Opinions

Senior Reflection

By: Dan Galal

As a wise man once said: “time moves in minutes, and these minutes can be broken up into seconds, and even microseconds, if you can think that fast.” Now that I’ve included an inspiration quote meditating on the concept and elusiveness of time, I can discuss my four years at JCHS. 

In all seriousness, graduating in a few weeks is an interesting feeling. For some reason, it doesn’t feel very important. Yes, I understand that my high school graduation is technically a very important event; it is the culmination of years of work and it will allow me fulfill the “high school diploma” requirement on job applications. However, the weight of the occasion hasn’t hit me yet. Maybe it will soon, who knows. Despite this, high school itself was certainly a transformative experience for me. I learned more about myself, about others, about how to learn and think, how to have fun; high school is definitely an example of the journey being more impactful than the result. 

As a freshman I came in with a few goals. I wanted to, for one, iron out my image; as the self-admitted weirdo in middle school, I wanted to salvage my reputation a bit. I also wanted to improve academically, both a personal goal and a partial result of outside pressure. I spent my first year nervously attacking both goals. Studying and academics became more of a focus, and I guess that meant I had less time to be weird. In retrospect, I probably spent too much time thinking and worrying about school, and this continued into sophomore year. 

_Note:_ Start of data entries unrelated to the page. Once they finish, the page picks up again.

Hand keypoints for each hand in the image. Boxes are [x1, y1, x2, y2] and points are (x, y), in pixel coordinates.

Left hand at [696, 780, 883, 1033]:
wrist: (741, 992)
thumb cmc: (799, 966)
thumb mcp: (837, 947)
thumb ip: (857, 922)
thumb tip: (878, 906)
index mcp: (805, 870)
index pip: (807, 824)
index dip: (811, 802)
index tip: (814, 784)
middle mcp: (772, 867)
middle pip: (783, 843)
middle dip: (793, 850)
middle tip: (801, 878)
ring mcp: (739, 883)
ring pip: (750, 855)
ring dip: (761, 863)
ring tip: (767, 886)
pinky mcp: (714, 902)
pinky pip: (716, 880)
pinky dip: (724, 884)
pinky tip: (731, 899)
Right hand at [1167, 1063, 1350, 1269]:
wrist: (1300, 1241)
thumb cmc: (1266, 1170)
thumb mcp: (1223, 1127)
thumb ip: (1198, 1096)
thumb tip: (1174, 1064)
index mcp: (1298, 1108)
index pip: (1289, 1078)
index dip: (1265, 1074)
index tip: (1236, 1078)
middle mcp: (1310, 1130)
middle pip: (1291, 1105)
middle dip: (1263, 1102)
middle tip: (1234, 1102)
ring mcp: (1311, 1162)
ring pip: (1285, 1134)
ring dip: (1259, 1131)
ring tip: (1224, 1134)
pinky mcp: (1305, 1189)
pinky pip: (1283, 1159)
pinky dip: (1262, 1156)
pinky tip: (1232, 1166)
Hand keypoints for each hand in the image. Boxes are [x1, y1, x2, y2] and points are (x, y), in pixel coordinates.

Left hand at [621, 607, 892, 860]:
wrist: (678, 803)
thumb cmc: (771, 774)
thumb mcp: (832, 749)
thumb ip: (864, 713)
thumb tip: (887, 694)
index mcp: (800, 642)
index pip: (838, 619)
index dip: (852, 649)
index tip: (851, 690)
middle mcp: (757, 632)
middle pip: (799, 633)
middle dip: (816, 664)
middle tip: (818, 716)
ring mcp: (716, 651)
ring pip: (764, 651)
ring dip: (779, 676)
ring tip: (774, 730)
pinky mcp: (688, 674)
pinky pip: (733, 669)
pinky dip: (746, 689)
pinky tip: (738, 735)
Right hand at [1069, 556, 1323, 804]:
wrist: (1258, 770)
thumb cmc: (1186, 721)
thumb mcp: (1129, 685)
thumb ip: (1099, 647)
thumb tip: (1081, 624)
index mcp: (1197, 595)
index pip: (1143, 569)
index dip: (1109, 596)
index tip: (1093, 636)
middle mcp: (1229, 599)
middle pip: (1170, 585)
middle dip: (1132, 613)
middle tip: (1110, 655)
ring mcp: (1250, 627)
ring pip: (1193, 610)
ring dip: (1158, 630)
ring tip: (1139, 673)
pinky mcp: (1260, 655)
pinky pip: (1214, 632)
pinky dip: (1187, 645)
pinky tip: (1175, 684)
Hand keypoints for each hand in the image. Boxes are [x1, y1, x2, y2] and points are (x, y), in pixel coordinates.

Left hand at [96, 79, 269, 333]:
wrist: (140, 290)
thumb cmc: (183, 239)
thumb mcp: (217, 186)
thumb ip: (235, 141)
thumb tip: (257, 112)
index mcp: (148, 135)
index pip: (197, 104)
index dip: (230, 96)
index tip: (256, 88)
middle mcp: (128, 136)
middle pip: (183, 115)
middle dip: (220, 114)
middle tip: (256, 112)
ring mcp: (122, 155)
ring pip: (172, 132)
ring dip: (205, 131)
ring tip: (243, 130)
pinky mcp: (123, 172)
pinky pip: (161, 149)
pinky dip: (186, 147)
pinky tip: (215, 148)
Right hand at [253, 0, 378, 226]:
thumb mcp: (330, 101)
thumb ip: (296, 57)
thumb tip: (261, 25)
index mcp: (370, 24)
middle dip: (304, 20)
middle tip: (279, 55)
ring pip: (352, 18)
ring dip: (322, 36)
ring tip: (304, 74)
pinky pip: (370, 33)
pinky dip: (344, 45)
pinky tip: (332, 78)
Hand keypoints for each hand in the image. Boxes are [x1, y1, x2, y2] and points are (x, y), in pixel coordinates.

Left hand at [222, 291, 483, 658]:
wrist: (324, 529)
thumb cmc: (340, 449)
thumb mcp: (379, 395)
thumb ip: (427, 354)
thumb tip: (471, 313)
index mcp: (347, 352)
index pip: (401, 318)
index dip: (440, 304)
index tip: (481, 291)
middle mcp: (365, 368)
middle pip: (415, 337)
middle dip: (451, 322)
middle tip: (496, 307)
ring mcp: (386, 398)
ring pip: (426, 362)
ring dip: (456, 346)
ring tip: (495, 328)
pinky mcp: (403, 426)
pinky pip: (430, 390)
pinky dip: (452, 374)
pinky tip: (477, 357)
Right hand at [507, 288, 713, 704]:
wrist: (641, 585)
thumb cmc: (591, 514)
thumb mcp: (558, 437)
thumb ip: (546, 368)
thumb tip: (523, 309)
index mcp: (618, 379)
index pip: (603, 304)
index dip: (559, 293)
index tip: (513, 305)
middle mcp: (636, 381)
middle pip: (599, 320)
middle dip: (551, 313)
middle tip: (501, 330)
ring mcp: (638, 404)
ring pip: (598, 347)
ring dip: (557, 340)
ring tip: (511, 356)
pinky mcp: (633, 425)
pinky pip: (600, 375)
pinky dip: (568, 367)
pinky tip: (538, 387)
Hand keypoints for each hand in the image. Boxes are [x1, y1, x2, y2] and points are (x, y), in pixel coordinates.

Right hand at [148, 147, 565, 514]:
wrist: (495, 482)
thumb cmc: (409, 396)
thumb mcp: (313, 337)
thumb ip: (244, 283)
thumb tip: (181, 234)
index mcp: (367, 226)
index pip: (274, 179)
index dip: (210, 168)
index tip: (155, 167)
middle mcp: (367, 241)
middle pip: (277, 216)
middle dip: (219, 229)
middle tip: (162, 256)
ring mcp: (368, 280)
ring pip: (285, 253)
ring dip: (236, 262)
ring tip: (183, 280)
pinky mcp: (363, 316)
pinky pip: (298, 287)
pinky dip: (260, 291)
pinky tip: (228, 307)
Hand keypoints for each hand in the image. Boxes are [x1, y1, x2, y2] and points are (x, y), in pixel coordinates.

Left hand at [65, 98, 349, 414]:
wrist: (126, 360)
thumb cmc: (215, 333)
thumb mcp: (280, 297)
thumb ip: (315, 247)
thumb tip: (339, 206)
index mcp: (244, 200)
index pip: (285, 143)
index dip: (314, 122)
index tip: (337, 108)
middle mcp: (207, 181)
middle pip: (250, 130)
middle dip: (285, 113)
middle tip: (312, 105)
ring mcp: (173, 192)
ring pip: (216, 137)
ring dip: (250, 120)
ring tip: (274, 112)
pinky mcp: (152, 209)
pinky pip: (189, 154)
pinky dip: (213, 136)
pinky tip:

At the end of sophomore year, I first began exhibiting symptoms of early-onset senioritis. Not to say I stopped caring about school, but I think I made the wise decision to allow myself to mess up. This made me more interested in my schoolwork than ever; class is more interesting when you forget about the reading quiz and instead just enjoy the reading. I also started getting involved in more extracurricular activities during my junior year. I started writing for The Caldron, joined some clubs, and got a part-time job. These experiences taught me valuable lessons that hold equal importance to my academic experience. What you do outside of school is just as valuable as what you put into the classroom. 

Any piece of writing from 2021 wouldn’t be complete without COVID-19. The lockdowns and subsequent Zoom school was a case study in how important personal relationships are to the high school experience. Class is more engaging and oftentimes benefits from being with your peers. As we reopen to a fully in-person experience, I think we can all appreciate the value of learning in a class, not from your bed. 

I’m excited to move on from JCHS but will look back fondly on my four years here. The faculty and students here have given me a lot of great experiences and amusing anecdotes. And outside of the classroom, all my experiences with friends—from the meaningful to the profoundly stupid—I’ll look on back with fondness.